Geen nachtrust door gebrom

Trefwoorden: communicatie, handhaven, overlast

Een bewoonster van een appartement boven winkels, ervaart geluidsoverlast sinds er een ander bedrijf onder haar is gekomen. De gemeente heeft in 2020 4x een geluidsmeting gedaan en er is verschillende keren geconstateerd dat de geluidsnormen van het Activiteitenbesluit worden overschreden. Met name in de nacht. Het bedrijf heeft aanpassingen gedaan, die wel hebben geleid tot enige geluidsreductie, maar nog niet voldoende.

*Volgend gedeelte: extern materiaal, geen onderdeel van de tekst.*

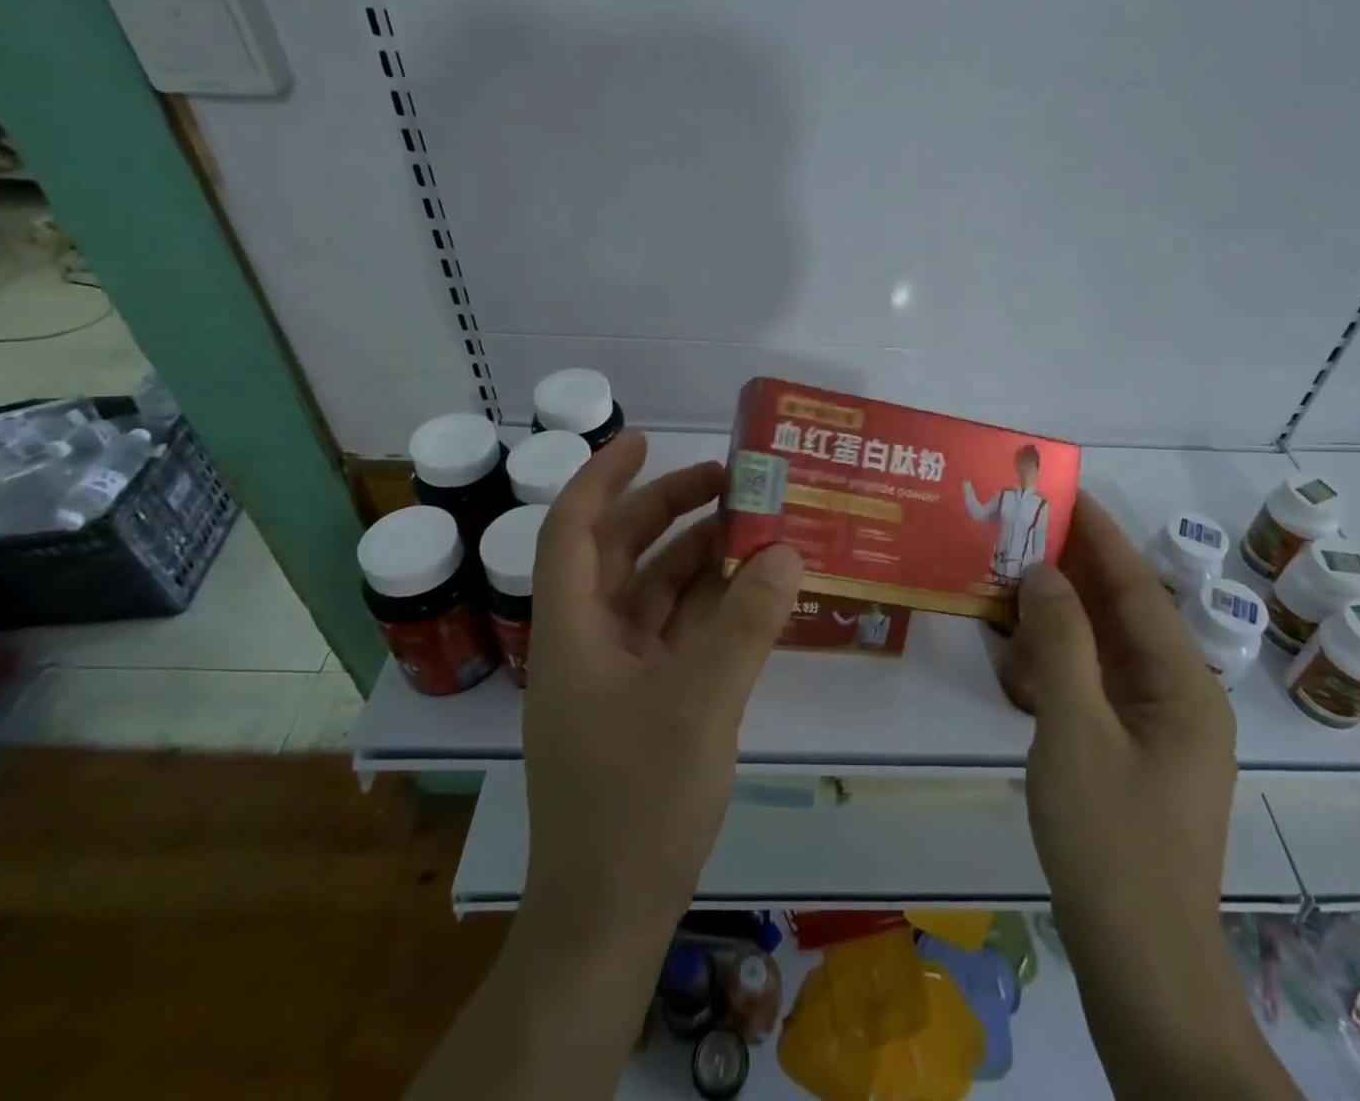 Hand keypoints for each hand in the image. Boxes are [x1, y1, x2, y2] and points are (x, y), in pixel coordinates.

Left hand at [524, 429, 802, 937]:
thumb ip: (744, 623)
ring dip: (700, 559)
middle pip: (623, 554)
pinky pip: (679, 633)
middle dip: (669, 511)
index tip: (643, 439)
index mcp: (574, 631)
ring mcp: (618, 675)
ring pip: (656, 593)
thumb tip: (786, 551)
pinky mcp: (647, 704)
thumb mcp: (699, 703)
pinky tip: (754, 593)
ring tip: (755, 529)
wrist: (608, 919)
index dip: (602, 477)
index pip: (573, 531)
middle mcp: (590, 642)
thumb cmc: (636, 803)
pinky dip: (712, 607)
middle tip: (729, 482)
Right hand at [1005, 497, 1293, 1099]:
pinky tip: (1017, 660)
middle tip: (1020, 529)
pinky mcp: (1131, 753)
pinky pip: (1093, 687)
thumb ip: (1059, 643)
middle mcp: (1179, 695)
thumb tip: (1043, 572)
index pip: (1137, 585)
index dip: (1099, 534)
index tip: (1063, 491)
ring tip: (1009, 584)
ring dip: (1058, 618)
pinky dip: (1056, 665)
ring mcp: (1156, 728)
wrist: (1139, 963)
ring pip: (1103, 649)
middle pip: (1122, 612)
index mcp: (1184, 683)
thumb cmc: (1111, 840)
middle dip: (1072, 570)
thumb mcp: (1074, 730) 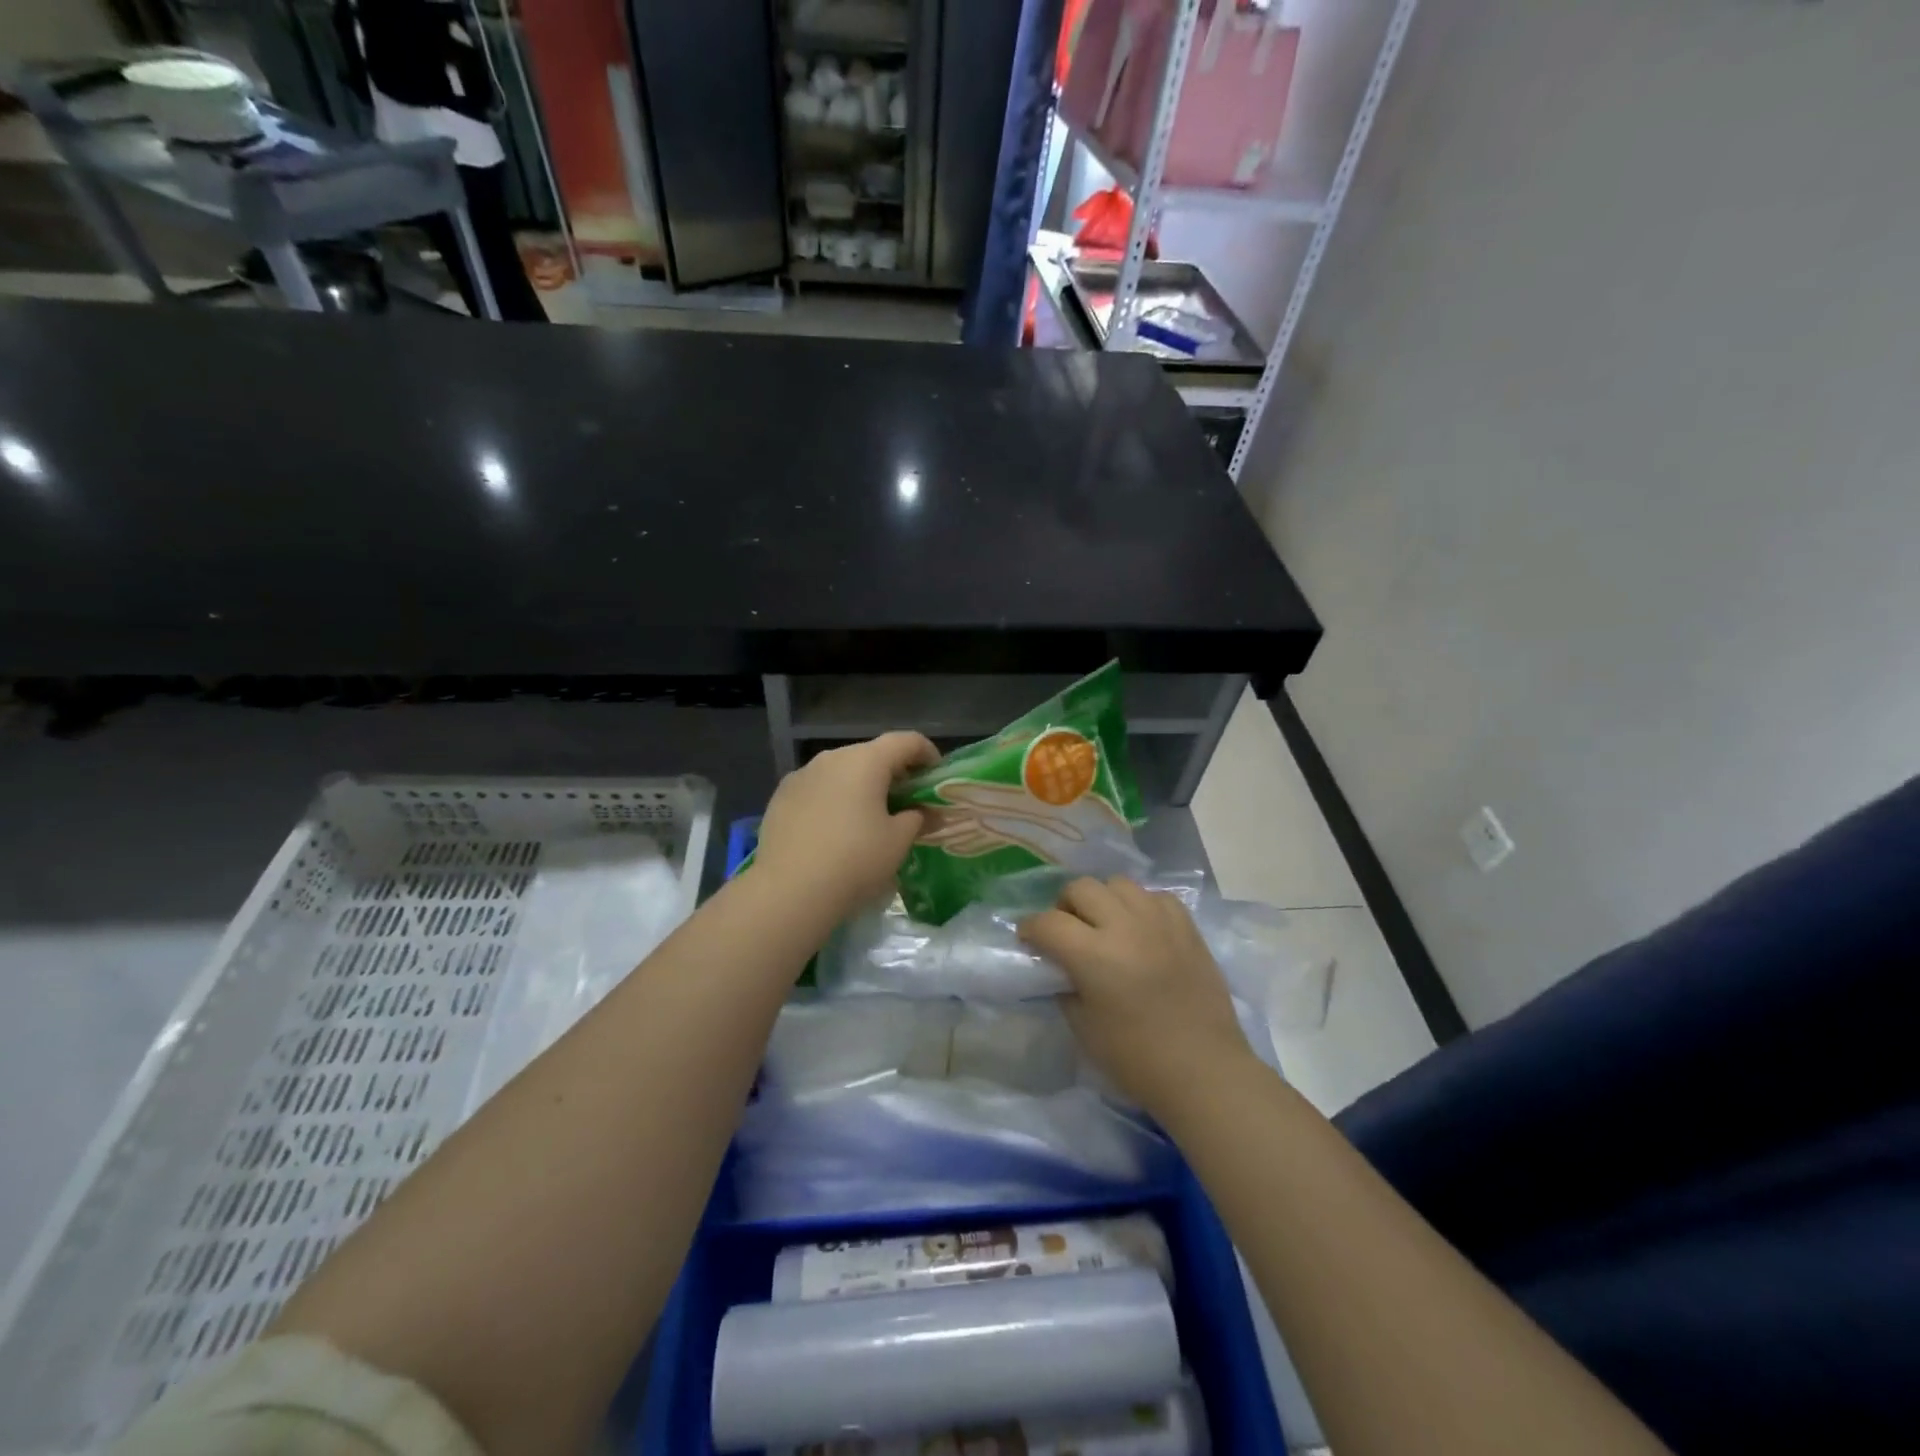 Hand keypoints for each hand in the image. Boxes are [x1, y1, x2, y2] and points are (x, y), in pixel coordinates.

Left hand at [754, 731, 938, 917]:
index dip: (927, 753)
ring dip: (859, 785)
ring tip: (868, 816)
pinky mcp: (780, 796)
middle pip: (871, 754)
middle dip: (892, 771)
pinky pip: (817, 788)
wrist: (789, 890)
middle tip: (906, 800)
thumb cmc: (855, 860)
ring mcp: (801, 775)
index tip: (935, 775)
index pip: (906, 741)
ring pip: (841, 770)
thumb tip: (922, 813)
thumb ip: (917, 818)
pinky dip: (833, 798)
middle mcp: (832, 758)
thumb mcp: (898, 842)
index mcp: (865, 761)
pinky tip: (834, 828)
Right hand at [1019, 876, 1255, 1119]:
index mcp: (1094, 955)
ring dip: (1103, 900)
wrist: (1203, 1070)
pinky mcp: (1187, 926)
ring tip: (1106, 926)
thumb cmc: (1136, 1059)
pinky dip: (1140, 906)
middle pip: (1081, 888)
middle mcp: (1125, 926)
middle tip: (1068, 932)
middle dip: (1065, 907)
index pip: (1048, 922)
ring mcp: (1159, 921)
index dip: (1030, 929)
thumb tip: (1059, 965)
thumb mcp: (1083, 1027)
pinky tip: (1141, 930)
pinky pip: (1154, 896)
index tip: (1029, 941)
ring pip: (1118, 883)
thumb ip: (1065, 985)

De herhaalde constatering van overschrijding van de geluidsnorm leidt ertoe dat de gemeente een waarschuwing stuurt aan het bedrijf. Het bedrijf krijgt een termijn om de overtreding op te heffen. Als de termijn verstreken is, zal de gemeente opnieuw een geluidsmeting doen. Tot verbazing van de vrouw en haar buren – die dezelfde overlast ervaren – stuurt de gemeente dan een e-mail waarin zij spreekt over twee verschillende bronnen die beide net onder het aantal toegestane decibellen geluid produceren. De gemeente kan “niet één veroorzaker aanwijzen, die ervoor zorgt dat de bromtoon boven de geluidsnorm uitkomt.” En dat is de reden dat de gemeente niet kan handhaven. De vrouw beklaagt zich er bij de ombudsman over dat de gemeente ineens stopt met haar inspanningen, terwijl zij vorig jaar heeft aangegeven niet eerder te stoppen dan wanneer het is opgelost.
De gemeente laat hierop aan de ombudsman weten dat er ná de waarschuwing een test is geweest waarbij het betreffende bedrijf de installaties heeft uitgezet. Daar waren de vrouw en haar buren bij aanwezig. De gemeente echter niet. Uit deze test kwam naar voren dat de overlast niet weg was als het betreffende bedrijf de installaties uitzette. Dat leidde bij de gemeente tot de conclusie dat het geluid niet eenduidig aan één bron is toe te wijzen. Er zijn meerdere bedrijven in de directe omgeving die geluid produceren. Zonder individuele overtreder kan de gemeente niet handhavend optreden.
De vrouw laat naar aanleiding van deze reactie van de gemeente aan de ombudsman weten dat ze niet hebben gezíen dat de stekkers uit alle apparaten zijn gehaald toen de test werd gedaan. Zij en haar buren twijfelen daar nu over. Even later vraagt ze de ombudsman te wachten met de verdere klachtbehandeling omdat er misschien een onderzoek komt door een akoestisch ingenieur uit haar eigen kennissenkring. Twee maanden later meldt de vrouw dat er nieuwe ontwikkelingen zijn. Het akoestisch onderzoek gaat er niet van komen, maar een isolatiedeskundige heeft gezien dat er onderdelen van de installatie van het bedrijf onder haar aan het plafond vastgemaakt zitten. Dat leidt bij de ombudsman tot de vraag aan de gemeente of die opnieuw een geluidsmeting wil doen. Dat wil de gemeente doen en zij zal daarvoor een afspraak maken met de vrouw.
Dan meldt de vrouw zich opnieuw bij de ombudsman met de boodschap dat ze afziet van een meting door de gemeente. Inmiddels loopt er een ander traject op initiatief van het bedrijf onder haar. De eigenaar heeft besloten om een akoestisch adviesbureau in te schakelen. Met deze nieuwe informatie is er voor de ombudsman geen rol meer weggelegd en gaat over tot sluiting van het dossier.